Collecting all packaging materials separately significantly increases the volume of materials available for recycling, which in turn creates a more predictable, high quality waste stream.

The beverage carton industry has invested significantly across Europe to support the collection and recycling of used beverage cartons and will continue to do so. For example, Tetra Pak, SIG Combibloc, and Elopak have invested ~8 million EUR in the Palurec recycling plant in Germany. In Poland, Stora Enso and Tetra Pak have invested EUR 29.1 million in used beverage carton recycling.


Beverage cartons contribute to a low carbon circular economy:

The beverage carton industry believes that packaging can, and should, contribute to mitigating the biggest global challenge: climate change, while not compromising on food safety. The last months and years have shown how critical these challenges are.

Beverage cartons are a recyclable low carbon packaging solution today and as such, contribute to a variety of societal and environmental objectives. Building on these assets, ACE’s members have adopted an ambitious vision for 2030 and beyond: we will deliver the most sustainable packaging for resilient food supply systems which is renewable, climate positive, and circular. Our industry has adopted ambitious commitments to ensure its vision becomes reality.

In line with the vision of ACE members, every beverage carton will be:

  • Made only from renewable and/or recyclable material.
  • Fully recyclable and recycled.
  • Made entirely from sustainably sourced raw materials.
  • The packaging solution with the lowest carbon footprint.

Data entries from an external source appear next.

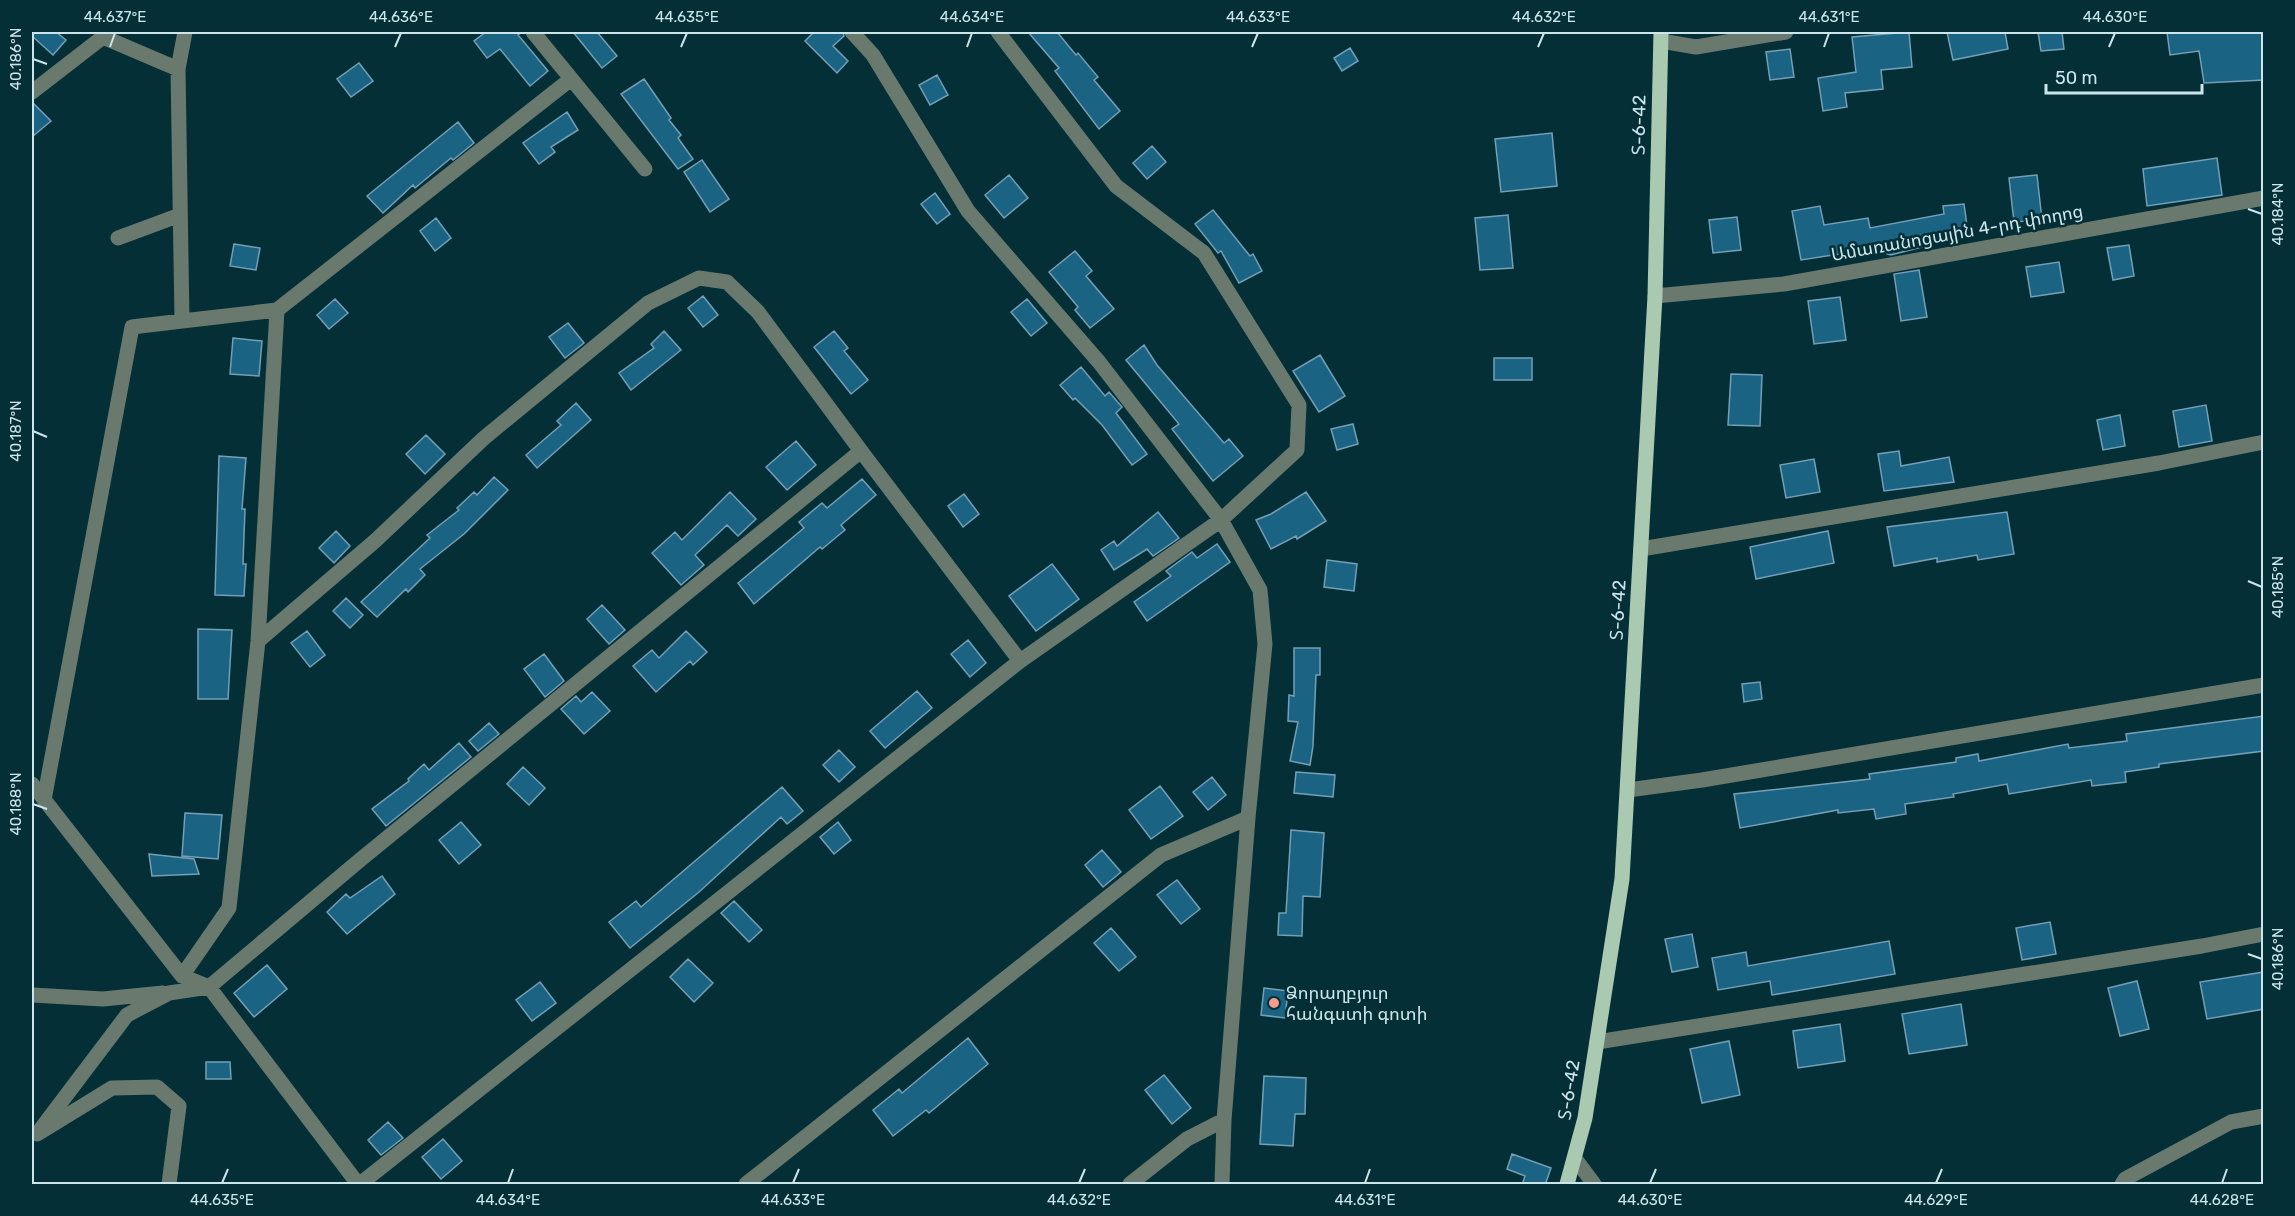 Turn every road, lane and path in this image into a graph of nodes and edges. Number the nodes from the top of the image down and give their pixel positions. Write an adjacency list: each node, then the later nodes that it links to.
1 (184, 32): 7 (street)
2 (533, 32): 8 (street)
3 (852, 32): 19 (street)
4 (998, 32): 19 (street)
5 (1786, 32): 6 (street)
6 (1661, 36): 14 (main road, Տ-6-42 / Տ-6-42)
7 (178, 69): 9 (street); 12 (street)
8 (571, 79): 10 (street); 15 (street)
9 (32, 92)
10 (645, 169)
11 (2264, 198): 14 (street, Ամառանոցային 4-րդ փողոց)
12 (180, 215): 13 (street); 16 (street)
13 (118, 238)
14 (1655, 296): 20 (main road, Տ-6-42 / Տ-6-42)
15 (277, 310): 16 (street); 21 (street)
16 (182, 321): 26 (street)
17 (2264, 442): 20 (street)
18 (861, 451): 21 (street); 22 (street); 30 (street)
19 (1221, 520): 22 (street); 27 (street)
20 (1641, 549): 25 (main road, Տ-6-42 / Տ-6-42)
21 (258, 641): 29 (street)
22 (1020, 661): 39 (street)
23 (2264, 685): 25 (street)
24 (32, 784): 26 (street)
25 (1628, 790): 33 (main road, Տ-6-42 / Տ-6-42)
26 (44, 800): 29 (street)
27 (1248, 818): 35 (street); 40 (street)
28 (2264, 934): 33 (street)
29 (182, 976): 30 (street)
30 (209, 987): 31 (street); 39 (street)
31 (169, 993): 32 (street); 36 (street)
32 (32, 995)
33 (1596, 1042): 37 (main road, Տ-6-42 / Տ-6-42)
34 (2264, 1116): 45 (street)
35 (1224, 1120): 41 (street); 42 (street)
36 (34, 1137): 38 (street)
37 (1576, 1160): 43 (main road, Տ-6-42 / Տ-6-42); 44 (street)
38 (169, 1185)
39 (359, 1185)
40 (746, 1185)
41 (1130, 1185)
42 (1222, 1185)
43 (1567, 1185)
44 (1594, 1185)
45 (2121, 1185)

We also commit to collecting 90% of beverage cartons for recycling and achieving a 70% recycling rate, verified by third parties. Other commitments include an annually reviewed Design for Recycling Guideline, using less plastic and more fibers.

Further information on the industry’s Roadmap to 2030 and Beyond, and the  sustainability of beverage cartons can be obtained from ACE – The Alliance for Beverage Cartons and the Environment at http://www.beveragecarton.eu/

*Based on the then calculation rate.